Non credo che le persone siano interessanti.
Questa è la prima premessa.
Eppure, spesso, quando mi trovo in mezzo alla gente, o rivedo una persona dopo tanto tempo, oppure semplicemente quando non ho altro di meglio da fare, vengo folgorato da un pensiero. “Tutti hanno un’autobiografia (magari poco interessante), occupano uno spazio e un tempo (forse inutilmente)”…Cioè mi accorgo che esistono anche gli altri (a volte addirittura, ma solo raramente e per brevissimi attimi, mi incuriosisco) e che potrebbero essere l’inizio o la fine di una storia.
Odio i social
Questa è la seconda premessa.
Eppure, se uno scavalla l’ostacolo di voler dire al mondo che esiste ed è variamente felice di esserci (vi garantisco che non è per tutti facile) i social, da Facebook a Twitter, passando per Instagram, sono tutti strumenti autobiografici (per lo più involontari). Da un post di qualsiasi tipo si può capire cosa c’è dietro la vita di quella persona (che in se e per sé rimane un’ombra tridimensionale a colori), e quindi si può vedere una storia.

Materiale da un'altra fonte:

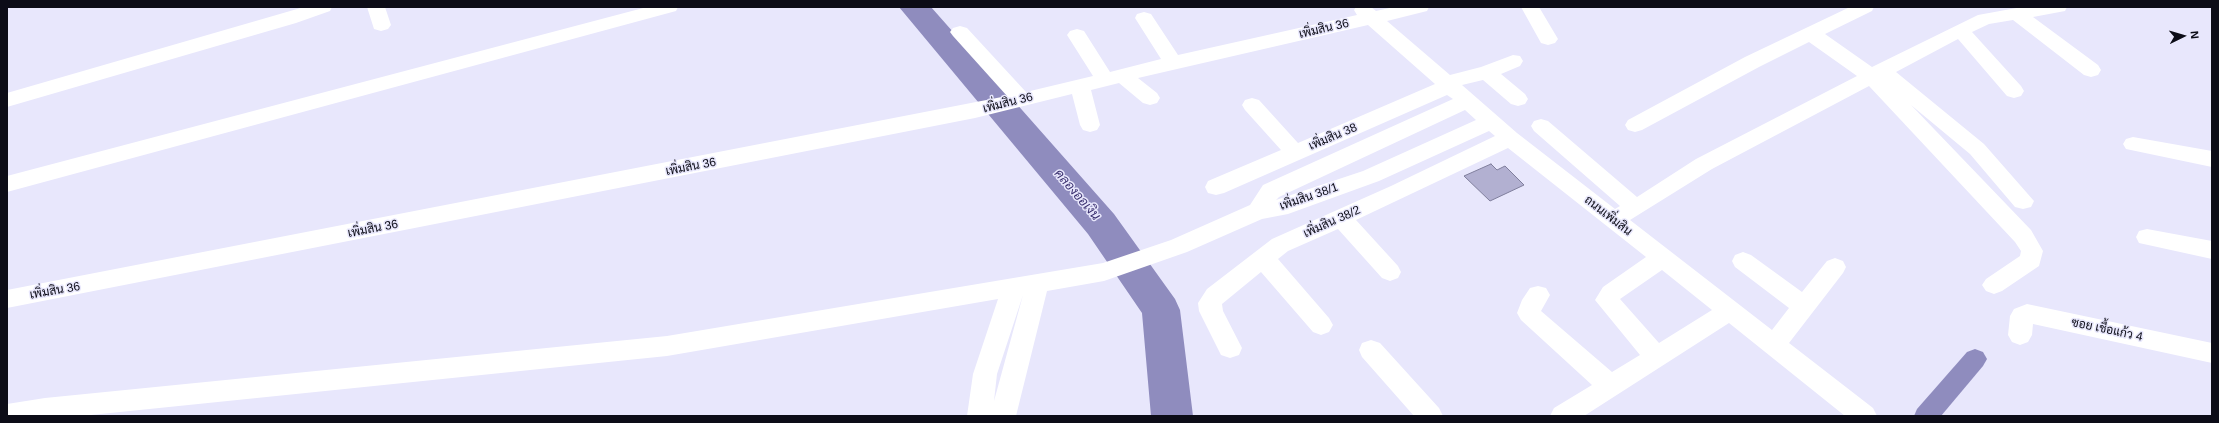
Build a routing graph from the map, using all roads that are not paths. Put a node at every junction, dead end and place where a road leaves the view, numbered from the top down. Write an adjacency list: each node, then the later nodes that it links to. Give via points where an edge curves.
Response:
1 (323, 7): 28 (street)
2 (376, 7): 11 (street)
3 (669, 7): 41 (street)
4 (1420, 7): 8 (street, เพิ่มสิน 36)
5 (1530, 7): 16 (street)
6 (1865, 7): 15 (street)
7 (2058, 7): 9 (street)
8 (1365, 13): 18 (street, เพิ่มสิน 36); 24 (street, ถนนเพิ่มสิน)
9 (2017, 14): 12 (street, via 1985,19); 19 (street)
10 (1144, 18): 18 (street)
11 (381, 25)
12 (1960, 30): 21 (street); 25 (street)
13 (960, 32): 29 (street)
14 (1077, 35): 22 (street)
15 (1805, 36): 21 (street); 34 (street)
16 (1548, 39)
17 (1513, 61): 20 (street, เพิ่มสิน 38)
18 (1173, 63): 22 (street, เพิ่มสิน 36)
19 (2090, 70)
20 (1487, 72): 24 (street, เพิ่มสิน 38); 27 (street)
21 (1871, 76): 44 (street, via 1977,149); 45 (street, via 1704,164); 57 (street, via 2023,236 2032,250 2031,260)
22 (1114, 77): 23 (street, เพิ่มสิน 36); 26 (street)
23 (1080, 85): 29 (street, เพิ่มสิน 36); 33 (street)
24 (1447, 85): 30 (street, ถนนเพิ่มสิน); 38 (street, เพิ่มสิน 38)
25 (2014, 91)
26 (1150, 98)
27 (1518, 99)
28 (7, 100)
29 (1019, 100): 60 (street, เพิ่มสิน 36, via 975,111)
30 (1467, 101): 32 (street, ถนนเพิ่มสิน); 40 (street, เพิ่มสิน 38/1)
31 (1252, 105): 38 (street)
32 (1490, 122): 36 (street, ถนนเพิ่มสิน); 43 (street, เพิ่มสิน 38/1, via 1371,176)
33 (1090, 125)
34 (1635, 125)
35 (1541, 126): 45 (street)
36 (1510, 138): 47 (street, เพิ่มสิน 38/2); 48 (street, ถนนเพิ่มสิน)
37 (2133, 144): 39 (street)
38 (1295, 153): 42 (street, เพิ่มสิน 38)
39 (2212, 159)
40 (1318, 169): 43 (street); 46 (street, เพิ่มสิน 38/1, via 1271,191)
41 (7, 184)
42 (1216, 187)
43 (1334, 189): 46 (street, เพิ่มสิน 38/1, via 1280,208)
44 (2023, 201)
45 (1636, 208): 48 (street)
46 (1258, 211): 56 (street, via 1178,246 1104,272)
47 (1341, 218): 51 (street, เพิ่มสิน 38/2, via 1280,245); 55 (street)
48 (1612, 220): 52 (street, ถนนเพิ่มสิน)
49 (2148, 237): 50 (street)
50 (2212, 250)
51 (1263, 258): 63 (street); 66 (street, เพิ่มสิน 38/2, via 1215,296 1210,303 1211,311)
52 (1662, 259): 62 (street, ถนนเพิ่มสิน); 69 (street, via 1611,293 1607,300)
53 (1744, 261): 61 (street)
54 (1835, 266): 61 (street)
55 (1390, 272)
56 (1037, 284): 58 (street); 73 (street)
57 (1994, 285)
58 (1013, 288): 71 (street, via 667,346); 73 (street, via 984,374)
59 (1538, 295): 70 (street, via 1529,313)
60 (7, 299)
61 (1804, 306): 65 (street)
62 (1729, 312): 65 (street, ถนนเพิ่มสิน); 69 (street)
63 (1321, 325)
64 (2020, 335): 68 (street, ซอย เชื้อแก้ว 4, via 2022,316 2027,313)
65 (1773, 346): 76 (street, ถนนเพิ่มสิน)
66 (1230, 348)
67 (1371, 350): 74 (street)
68 (2212, 353)
69 (1657, 357): 70 (street)
70 (1610, 386): 75 (street)
71 (132, 408): 72 (street, via 45,409)
72 (7, 414)
73 (983, 416)
74 (1430, 416)
75 (1563, 416)
76 (1864, 416)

Due premesse per dirvi che se si riesce a mischiare la vita sui social, lo spazio e il tempo, le persone possono diventare dei notevoli cantastorie (inconsapevoli).
Se avete letto tra le righe vi siete facilmente resi conto che ho scritto delle immense ovvietà.
Eppure, i risultati di queste fusioni non sono affatto scontate, ma producono contenuti originali nella forma (in quanto polimorfi) e nel testo (in quanto ipertestuali)
http://www.rei1440project.com/
Una selezione delle migliori foto dal mondo divise per il minuto della giornata in cui sono state fatte.
Sono principalmente foto di posti naturali meravigliosi. Le storie che mi fanno venire in mente riguardano tutte le scelte che non ho preso e che nel caso contrario mi avrebbero fatto vivere in posti come quelli.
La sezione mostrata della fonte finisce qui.